I'm going to proceed under the assumption you're legitimately curious about this. If you're really interested in following this line of thought, do some reading before forming an opinion. Go get a copy of The Selfish Gene by Richard Dawkins and Consciousness Explained by Daniel Dennet. The Selfish Gene should give you an understanding of the workings of genes and is a good introduction to memetics. If you'd like to know more about memes I hear that The Meme Machine by Susan Blackmore is pretty good. A great deal of Dawkins work--talks, programs, and other snippits-- can be quickly found on Google Video.

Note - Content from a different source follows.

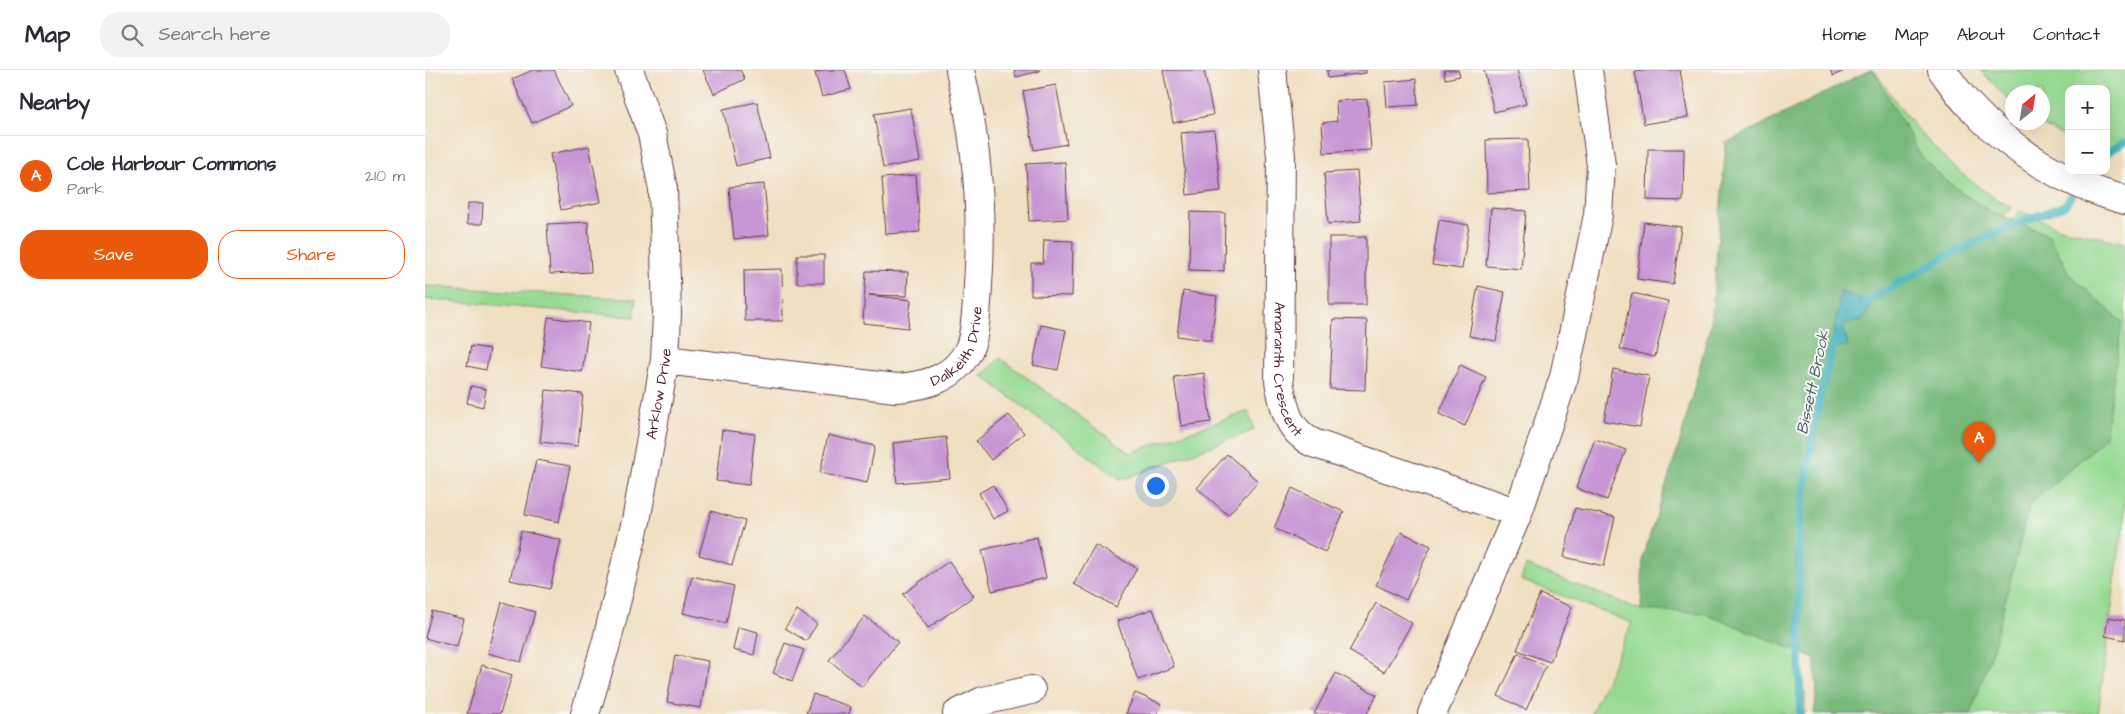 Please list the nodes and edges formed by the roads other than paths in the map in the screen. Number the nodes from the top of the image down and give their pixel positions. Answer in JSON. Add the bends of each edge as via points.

Here's an audio clip of his on this very subject you're discussing

http://www.youtube.com/watch?v=QXO_T5osi4A.

Basically, we're physically determined by our genes, the unit of natural selection which is often used to describe prevalence of certain traits in individuals. Mentally we're determined by our culture and our decisions within it, and if there is such a thing as a unit of culture then it is a meme. It is important to understand that there is no one gene for being strong or weak or yellow or on fire. Genes just synthesize proteins which are akin to instructions, a body can't be made or operate with the instructions of only a single gene. To refer to genes as being "for" a trait we define genes as enough of an extent of genetic material to determine a basic trait. For more complicated things, like genes for being a mammal, we talk about gene-complexes, a collection of genes determining related traits. You can regard all of our traits as inherited, but not all of them are inherited from our genes. Many are environmental and thus memetic.

We are perfectly capable of defying our genes, we do it every time we brave our fears or have protected sex. Don't be afraid of genetic engineering, we've been doing it since we first developed farming; our food is a lot more domesticated than it once was. We have no need of our genes any longer, and everywhere they apply is vestigial. Your fixation on this programming metaphor might be somewhat wandering, but it's leading you to some fair conclusions. Can we be the program and do the programming? Depending on the extent of you metaphor there is no reason we cannot. We have programs today that can alter themselves. The means and ends are different, but the statement is approximately true. The program in this case is the genes we inherit and the memes we encounter along the way

There is no evidence for higher consciousness and it implies nothing useful about life anyway. Just because something doesn't make you feel good doesn't mean it's not true. Spiritualism can fit in every gap left by science, but remember that every gap it has ever filled in the past has been displaced by a more reasonable and testable explanation. What makes you think the gaps of today are too small to be filled by anything other than spiritualism? I don't see your belief in a higher self as helping you any more than accepting what is evident to be true would be.

What does having free will imply? What is the difference between having free will and conviently behaving as though you do? Determinism accounts for free will, just not in the way that makes you feel fuzzy inside. Basically, remember that you likely don't have free will, and for the good of all of us behave as though you do.

"I" is just a word, you can phrase the question "What is the self?" but you are begging the question in doing so.

What does life mean is a non-question. It's like asking where the center on the line forming a circle is. We ask "What does it mean?" all the time and here we've run into a point where it doesn't apply. What it be so bad if the universe really wasn't "for" anything? What would change?

I'm going to leave that as a general response to the idea of the thread, though I could go into specifics with individual posters. I don't want to seem uninvited, so I'll just say that all this waxing spiritual about science is only clouding your view of it. Still, I'm tempted to discuss the apparent origins of life if that's where this thread is heading (which it apparently has been).


Extremely well said, and welcome to the forums Macklehatton!

Its a pleasure to have well read individuals on here.